If the exposed ends appear dry, water them lightly, but do not try to water anything else.

You may also unload the rolls from the pallet so that the sods on the bottom are not pressed down by the weight of those on top. This will also keep the centre of the pile from overheating and decomposing even faster.

If you do place them in a single layer, do not leave them directly on the ground or concrete, as both those surfaces will pull moisture out of the sod. Instead, lay them atop a plastic tarp.

It’s also a good idea to cover them with a tarp to prevent the sods from drying out on top.

Read Related: How Much Sod Can 1 Person Lay in 1 Day?

Should You Water Sods on a Pallet?

Watering the sods as they sit on the pallet will not help extend their life, with one exception.

You can lightly water the exposed edges if they appear to be drying out. This will keep the entire width of the sods healthy and prevent roots along the edge from dying before you can unroll them.

Otherwise, conserve the moisture in the sods by keeping them out of the hot sun, and by covering them with a tarp to prevent evaporation.

How Long Will Sod Last on Concrete?

Concrete is not a good surface to store rolled sods on, as it is porous and will wick moisture out of the sods. It also tends to hold heat, and you want the rolled sods to stay as cool as possible. Sod may only last 12 hours on concrete if it is hot outside, it can last up to a few days in cooler temperatures.

If you have no alternative but to place them on concrete while waiting to lay them out, place a plastic tarp underneath and over the top to conserve moisture.

How Long Will Sod Last Rolled Up?

How Long Will Sod Last Rolled Up

Depending on the temperature and the time of year, rolled sod can stay in good condition for as little as 12 hours or as long as 5 days.

In hot summer weather, the sods will quickly start to decompose as they release excess nitrogen, and within 24 hours may no longer be usable.

However, in cooler temperatures in spring and fall, especially when they are kept out of direct sun, rolled sods may last up to 5 days in fairly good shape.

Even then, of course, the sooner you can unroll them and lay them out on the topsoil, the better they will be.

How to Know if Your Sod is Gone Bad?

Your rolled sods will not go from perfect condition to completely bad in one step.
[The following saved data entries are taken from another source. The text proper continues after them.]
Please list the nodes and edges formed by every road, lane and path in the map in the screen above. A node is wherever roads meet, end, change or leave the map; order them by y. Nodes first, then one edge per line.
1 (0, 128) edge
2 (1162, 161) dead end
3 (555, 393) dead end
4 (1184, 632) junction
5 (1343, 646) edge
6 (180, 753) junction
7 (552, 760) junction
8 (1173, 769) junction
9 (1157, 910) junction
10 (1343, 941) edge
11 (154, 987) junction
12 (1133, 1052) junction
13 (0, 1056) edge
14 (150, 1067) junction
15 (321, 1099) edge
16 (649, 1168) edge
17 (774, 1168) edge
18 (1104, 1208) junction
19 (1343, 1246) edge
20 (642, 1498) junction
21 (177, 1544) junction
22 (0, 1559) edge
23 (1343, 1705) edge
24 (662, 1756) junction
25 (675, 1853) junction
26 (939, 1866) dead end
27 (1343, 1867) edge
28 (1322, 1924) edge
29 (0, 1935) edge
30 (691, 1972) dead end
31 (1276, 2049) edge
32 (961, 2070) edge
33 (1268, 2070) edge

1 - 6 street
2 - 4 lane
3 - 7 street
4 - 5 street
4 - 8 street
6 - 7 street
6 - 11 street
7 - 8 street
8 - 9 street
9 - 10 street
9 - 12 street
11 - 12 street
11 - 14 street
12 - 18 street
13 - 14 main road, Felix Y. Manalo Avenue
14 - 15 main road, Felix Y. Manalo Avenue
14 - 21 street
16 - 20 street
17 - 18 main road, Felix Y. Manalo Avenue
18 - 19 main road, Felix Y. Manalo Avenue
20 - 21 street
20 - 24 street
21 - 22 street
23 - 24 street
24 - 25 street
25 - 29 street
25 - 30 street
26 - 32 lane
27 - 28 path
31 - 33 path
There are degrees of degradation in between.

If the sods are left too long on the pallet, they will first start to turn a pale yellow as the nitrogen levels get too high.
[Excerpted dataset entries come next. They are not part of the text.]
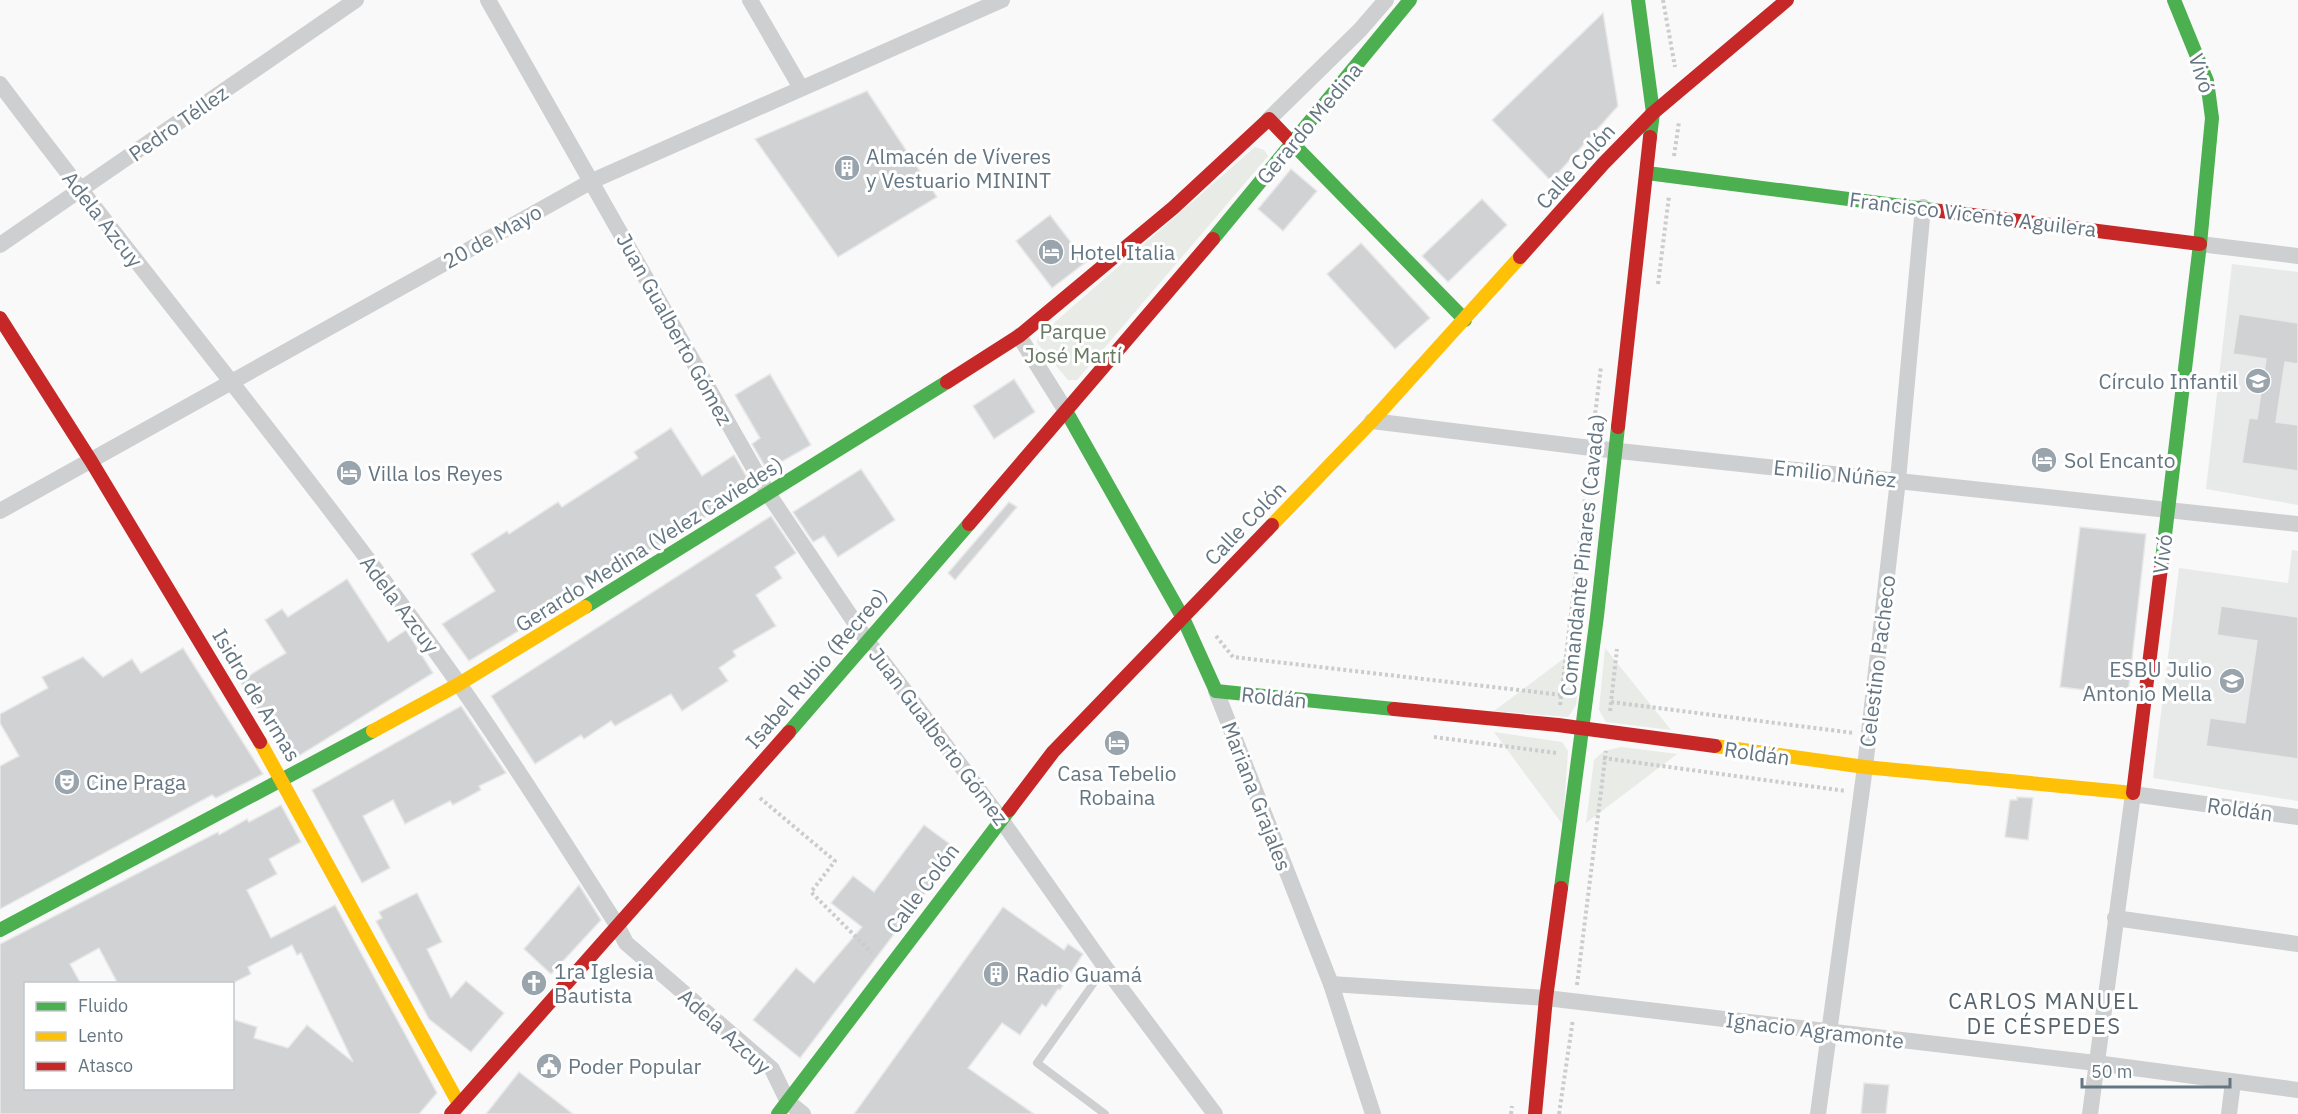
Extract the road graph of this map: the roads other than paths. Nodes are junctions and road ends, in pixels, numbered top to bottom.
1 (356, 0) edge
2 (488, 0) edge
3 (750, 0) edge
4 (1386, 0) edge
5 (1410, 0) edge
6 (1638, 0) edge
7 (1787, 0) edge
8 (2174, 0) edge
9 (998, 1) edge
10 (0, 84) edge
11 (801, 88) junction
12 (1653, 112) junction
13 (1269, 119) junction
14 (1292, 142) junction
15 (1647, 173) junction
16 (592, 181) junction
17 (80, 190) junction
18 (1923, 207) junction
19 (2200, 244) junction
20 (0, 245) edge
21 (1208, 246) joint
22 (2298, 256) edge
23 (0, 318) edge
24 (1465, 320) junction
25 (1019, 336) junction
26 (232, 381) junction
27 (1066, 411) junction
28 (1372, 421) junction
29 (1614, 450) junction
30 (91, 461) junction
31 (1898, 480) junction
32 (769, 495) junction
33 (2167, 508) junction
34 (0, 511) edge
35 (2298, 524) edge
36 (1183, 618) junction
37 (868, 642) junction
38 (459, 684) junction
39 (1216, 691) junction
40 (1583, 729) junction
41 (1865, 767) junction
42 (284, 781) junction
43 (2133, 794) junction
44 (2298, 817) edge
45 (1000, 818) junction
46 (2115, 918) junction
47 (617, 924) junction
48 (0, 930) edge
49 (2298, 944) edge
50 (1105, 967) junction
51 (1331, 984) junction
52 (1546, 998) junction
53 (1828, 1032) junction
54 (2096, 1063) junction
55 (2233, 1082) junction
56 (2298, 1090) edge
57 (783, 1108) edge
58 (455, 1109) edge
59 (803, 1114) edge
60 (1104, 1114) edge
61 (1215, 1114) edge
62 (1373, 1114) edge
63 (1534, 1114) edge
64 (1818, 1114) edge
65 (2090, 1114) edge
66 (2229, 1114) edge

1 - 17 street, Pedro Téllez
2 - 16 street, Juan Gualberto Gómez
3 - 11 street
4 - 13 street, Gerardo Medina
5 - 14 main road, Gerardo Medina
6 - 12 main road, Comandante Pinares (Cavada)
7 - 12 main road, Calle Colón
8 - 19 main road, Vivó
9 - 11 street, 20 de Mayo
10 - 17 street, Adela Azcuy
11 - 16 street, 20 de Mayo
12 - 15 main road, Comandante Pinares (Cavada)
12 - 24 main road, Calle Colón
13 - 14 main road
13 - 25 main road, Gerardo Medina (Velez Caviedes)
14 - 21 main road, Gerardo Medina
14 - 24 main road
15 - 18 main road, Francisco Vicente Aguilera
15 - 29 main road, Comandante Pinares (Cavada)
16 - 26 street, 20 de Mayo
16 - 32 street, Juan Gualberto Gómez
17 - 20 street, Pedro Téllez
17 - 26 street, Adela Azcuy
18 - 19 main road, Francisco Vicente Aguilera
18 - 31 street, Celestino Pacheco
19 - 22 street, Francisco Vicente Aguilera
19 - 33 main road, Vivó
21 - 27 main road, Isabel Rubio (Recreo)
23 - 30 main road, Isidro de Armas
24 - 28 main road, Calle Colón
25 - 27 street, Mariana Grajales
25 - 32 main road, Gerardo Medina (Velez Caviedes)
26 - 30 street, 20 de Mayo
26 - 38 street, Adela Azcuy
27 - 36 main road, Mariana Grajales
27 - 37 main road, Isabel Rubio (Recreo)
28 - 29 street, Emilio Núñez
28 - 36 main road, Calle Colón
29 - 31 street, Emilio Núñez
29 - 40 main road, Comandante Pinares (Cavada)
30 - 34 street, 20 de Mayo
30 - 42 main road, Isidro de Armas
31 - 33 street, Emilio Núñez
31 - 41 street, Celestino Pacheco
32 - 37 street, Juan Gualberto Gómez
32 - 38 main road, Gerardo Medina (Velez Caviedes)
33 - 35 street, Emilio Núñez
33 - 43 main road, Vivó
36 - 39 main road, Mariana Grajales
36 - 45 main road, Calle Colón
37 - 45 street, Juan Gualberto Gómez
37 - 47 main road, Isabel Rubio (Recreo)
38 - 42 main road, Gerardo Medina (Velez Caviedes)
38 - 47 street, Adela Azcuy
39 - 40 main road, Roldán
39 - 51 street, Mariana Grajales
40 - 41 main road, Roldán
40 - 52 main road, Comandante Pinares (Cavada)
41 - 43 main road, Roldán
41 - 53 street, Celestino Pacheco
42 - 48 main road, Gerardo Medina (Velez Caviedes)
42 - 58 main road, Isidro de Armas
43 - 44 street, Roldán
43 - 46 street, Vivó
45 - 50 street, Juan Gualberto Gómez
45 - 57 main road, Calle Colón
46 - 49 street
46 - 54 street, Vivó
47 - 57 street, Adela Azcuy
47 - 58 main road, Isabel Rubio (Recreo)
50 - 60 lane
50 - 61 street, Juan Gualberto Gómez
51 - 52 street, Ignacio Agramonte
51 - 62 street, Mariana Grajales
52 - 53 street, Ignacio Agramonte
52 - 63 main road, Comandante Pinares (Cavada)
53 - 54 street, Ignacio Agramonte
53 - 64 street, Celestino Pacheco
54 - 55 street, Ignacio Agramonte
54 - 65 street, Vivó
55 - 56 street, Ignacio Agramonte
55 - 66 street
57 - 59 street, Adela Azcuy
As decomposition progresses, the blades will become a deeper yellow and then brown. Your sod may be able to recover even at this stage.

However, once they have turned black, slimy, and smelly, there is no chance that it can be used.

Will Moldy Sod Grow?

You cannot install a lawn using moldy sod. If you have delayed laying out your rolled sods too long, and they have turned black and slimy, the chances that the roots will be able to establish themselves are pretty much done.
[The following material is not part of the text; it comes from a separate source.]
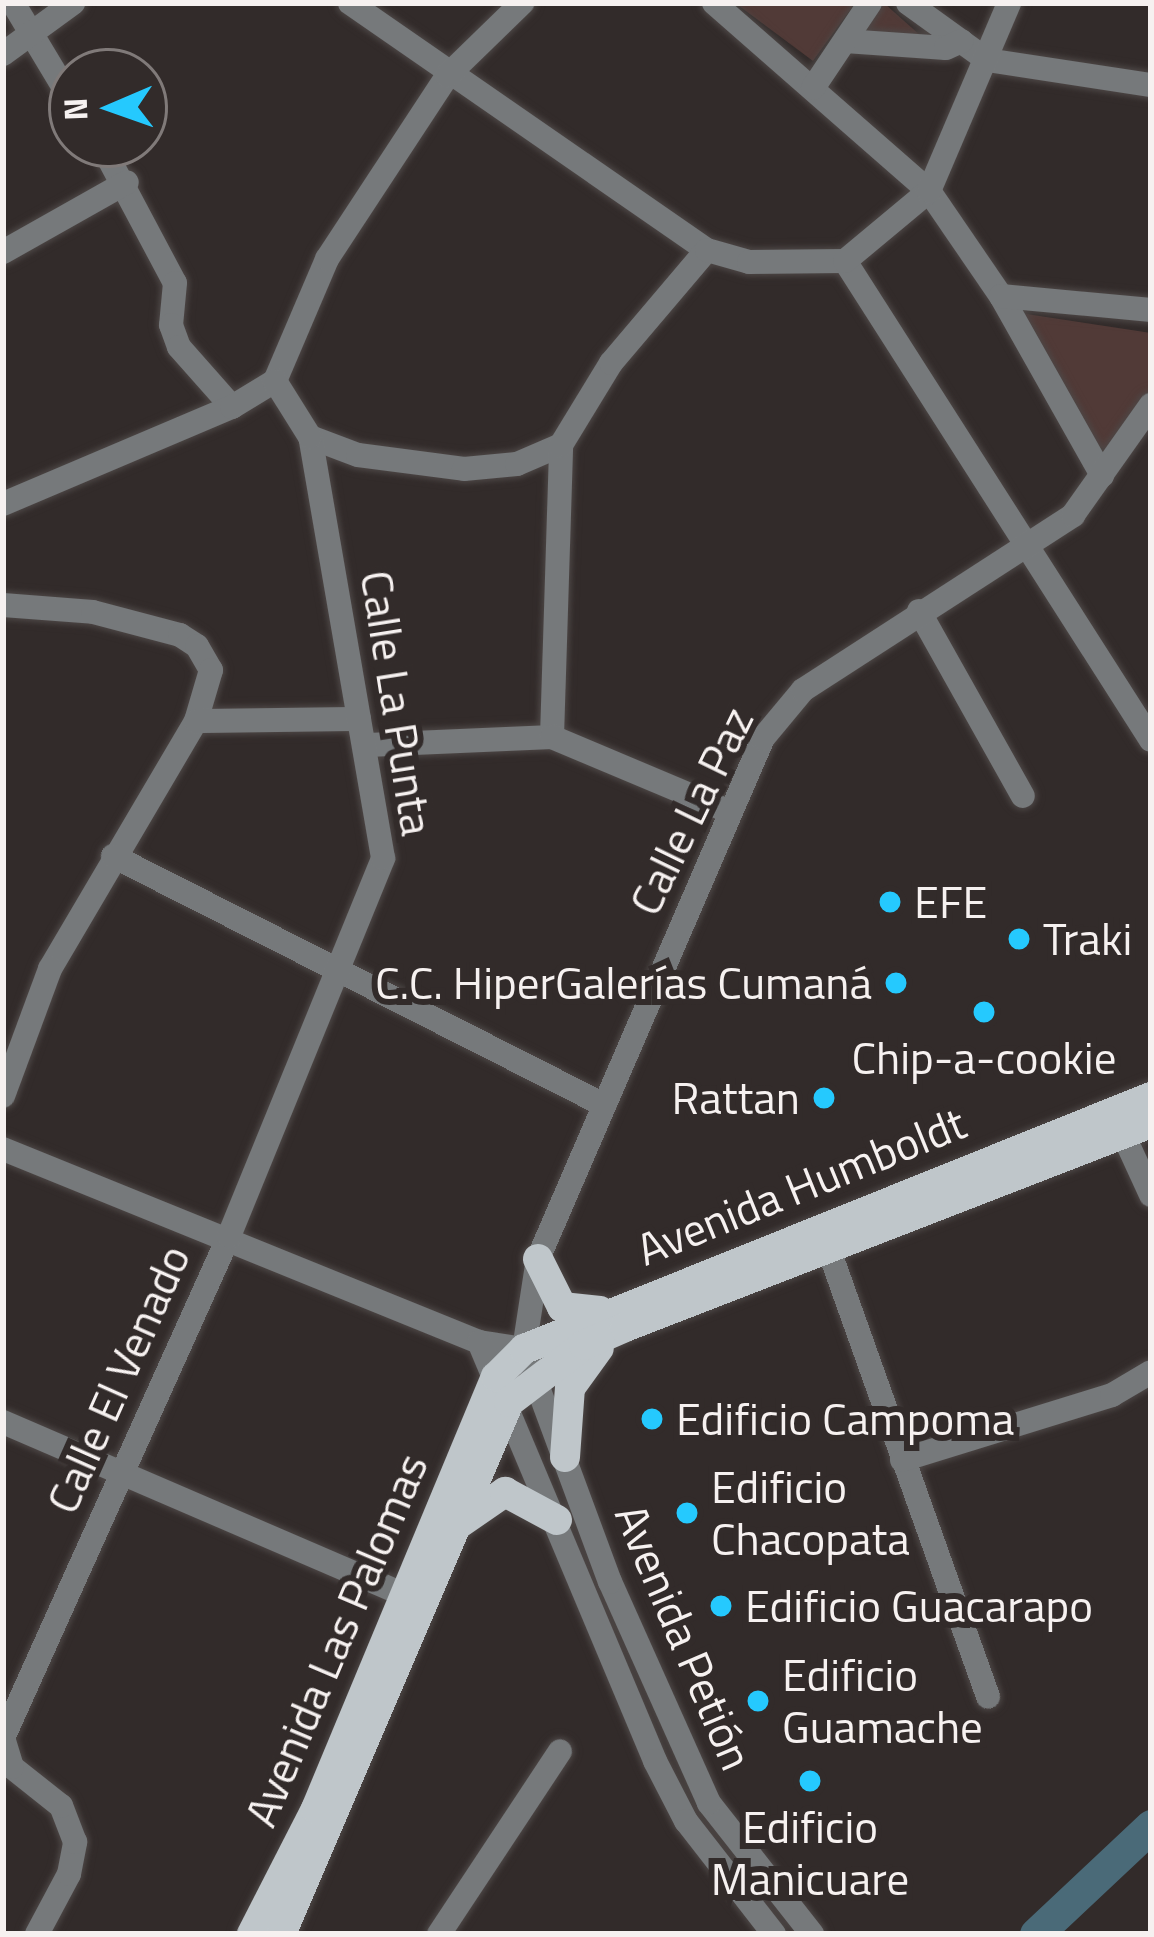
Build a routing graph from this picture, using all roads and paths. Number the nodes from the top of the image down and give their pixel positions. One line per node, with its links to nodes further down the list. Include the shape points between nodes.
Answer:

Even if by some quirk of fate you managed to install them successfully, you would be setting yourself up for years of fighting fungal infections in your lawn.

Unfortunately, you will simply have to eat the cost of those moldy sods and start again with a fresh order.

Will Brown Sod Grow?

You may still be able to nurse brown sod back to health, although it will take longer to achieve a lush green carpet of grass.

Look for some signs of green amongst the browned blades of grass. Once you’ve rolled out the sods and watered them well, there’s a good chance that the roots will be able to establish themselves and support new, healthy growth.

You will soon know if this is the case; after a few days, gently lift up a corner of a few of the sods and check for the thin white shoots of new roots.

After a week or so, you should see fresh new green blades emerging.

If some spots remain stubbornly brown, overseed them with some fresh grass seed.

Final Thoughts

Buying rolled sods is the quickest way to establish a new lawn, but it is definitely more expensive than seeding.

Planning and preparation are key to the successful installation of a lawn using rolled sods. A key consideration is timing the order of the pallets of sods so that they can be unrolled promptly upon delivery.